La construction de l’Europe « sociale », pourtant évoquée à plusieurs reprises depuis la signature du traité de Rome en 1957, a été écartée au profit d’une construction économique faisant la part belle aux échanges financiers et commerciaux.

L’Europe « libérale » a jusqu’ici été incapable de proposer une harmonisation des dispositifs sociaux. La concurrence a été élevée au rang de principe, si bien que le dumping social et fiscal s’est installé entre les États-membres. Tandis que des paradis fiscaux organisent au sein même de l’UE l’exil fiscal des grandes fortunes, les modèles sociaux les plus protecteurs et les plus solidaires sont remis en question. Au final, l’Europe du marché et de la concurrence a divisé les peuples et porté un coup violent au rêve européen.

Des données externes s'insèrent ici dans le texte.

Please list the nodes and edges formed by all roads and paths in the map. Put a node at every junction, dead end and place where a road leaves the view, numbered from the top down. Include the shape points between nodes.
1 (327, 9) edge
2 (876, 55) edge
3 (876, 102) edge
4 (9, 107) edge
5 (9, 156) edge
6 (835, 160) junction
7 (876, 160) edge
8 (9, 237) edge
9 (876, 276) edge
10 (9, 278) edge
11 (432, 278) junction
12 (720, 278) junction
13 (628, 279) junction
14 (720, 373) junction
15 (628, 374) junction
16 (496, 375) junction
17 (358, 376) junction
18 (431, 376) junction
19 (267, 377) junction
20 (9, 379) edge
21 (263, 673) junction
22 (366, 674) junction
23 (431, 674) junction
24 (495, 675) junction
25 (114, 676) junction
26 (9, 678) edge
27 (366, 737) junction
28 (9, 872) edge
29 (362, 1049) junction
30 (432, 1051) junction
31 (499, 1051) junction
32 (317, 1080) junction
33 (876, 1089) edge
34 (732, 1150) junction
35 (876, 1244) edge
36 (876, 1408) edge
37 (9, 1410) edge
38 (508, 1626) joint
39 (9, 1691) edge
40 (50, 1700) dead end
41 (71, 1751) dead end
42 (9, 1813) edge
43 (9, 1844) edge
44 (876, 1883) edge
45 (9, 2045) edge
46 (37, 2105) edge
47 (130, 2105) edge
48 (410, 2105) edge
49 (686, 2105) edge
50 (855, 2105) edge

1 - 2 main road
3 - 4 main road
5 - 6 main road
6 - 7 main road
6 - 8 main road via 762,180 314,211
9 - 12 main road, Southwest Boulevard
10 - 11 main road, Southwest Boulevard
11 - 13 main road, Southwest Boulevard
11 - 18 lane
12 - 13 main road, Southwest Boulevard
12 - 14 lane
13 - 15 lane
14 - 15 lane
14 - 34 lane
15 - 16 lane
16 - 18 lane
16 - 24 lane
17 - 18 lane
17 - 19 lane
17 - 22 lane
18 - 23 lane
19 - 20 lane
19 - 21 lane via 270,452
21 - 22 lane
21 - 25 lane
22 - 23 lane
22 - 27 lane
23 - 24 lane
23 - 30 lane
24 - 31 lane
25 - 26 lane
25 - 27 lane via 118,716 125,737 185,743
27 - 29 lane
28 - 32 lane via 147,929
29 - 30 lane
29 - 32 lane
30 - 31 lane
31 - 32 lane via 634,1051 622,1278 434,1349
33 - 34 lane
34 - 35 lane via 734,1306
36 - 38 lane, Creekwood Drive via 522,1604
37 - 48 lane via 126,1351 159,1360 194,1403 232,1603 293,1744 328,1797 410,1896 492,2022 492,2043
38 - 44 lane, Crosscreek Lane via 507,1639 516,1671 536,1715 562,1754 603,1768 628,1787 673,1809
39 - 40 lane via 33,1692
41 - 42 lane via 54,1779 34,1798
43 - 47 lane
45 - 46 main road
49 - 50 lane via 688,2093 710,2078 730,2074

L’incapacité de l’Union européenne à penser la solidarité a été particulièrement mise en lumière par la crise des réfugiés. Incapables de s’entendre sur une réponse solidaire à l’arrivée de populations fuyant la misère et la guerre, les pays européens ont finalement opté pour une politique de quotas que personne ne respecte à l’exception de l’Allemagne et de la Norvège. Le refus de recevoir l’Aquarius dans les ports français et italiens témoigne également d’une Europe engluée dans ses contradictions, où les capitaux voyagent librement, mais pas les hommes.

Le fonctionnement démocratique des institutions européennes est également montré du doigt. Difficile à appréhender, éloignée du quotidien des habitants, la « bureaucratie européenne » joue aussi un rôle dans le rejet de l’Europe. L’enquête du Consortium international des journalistes d’investigation sur les Implant files a par exemple mis évidence le poids exorbitant des lobbies et la faiblesse des agences européennes de régulation. L’idée derrière, c’est que l’Europe est davantage une machine au service des grands groupes qu’une entité de mutualisation et de partage au service de l’intérêt général. Rappelons que plus de 11 000 organisations sont enregistrées comme lobbyistes auprès des institutions européennes, pour seulement 751 eurodéputés.

Depuis l’adoption du socle européen des droits sociaux en novembre 2017, l’Europe est entrée dans une phase plus « sociale ». Bien que le poids symbolique de ce texte soit important, il ne devrait avoir qu’une portée limitée puisqu’il n’est que peu contraignant pour les États-membres.

L’Europe ne se réconciliera avec ses citoyens qu’en apportant la preuve qu’elle est capable d’établir une solidarité entre Européens, de donner une voix plus importantes aux hommes et aux femmes face aux lobbies, et de faire contribuer équitablement les grandes entreprises et les grandes fortunes.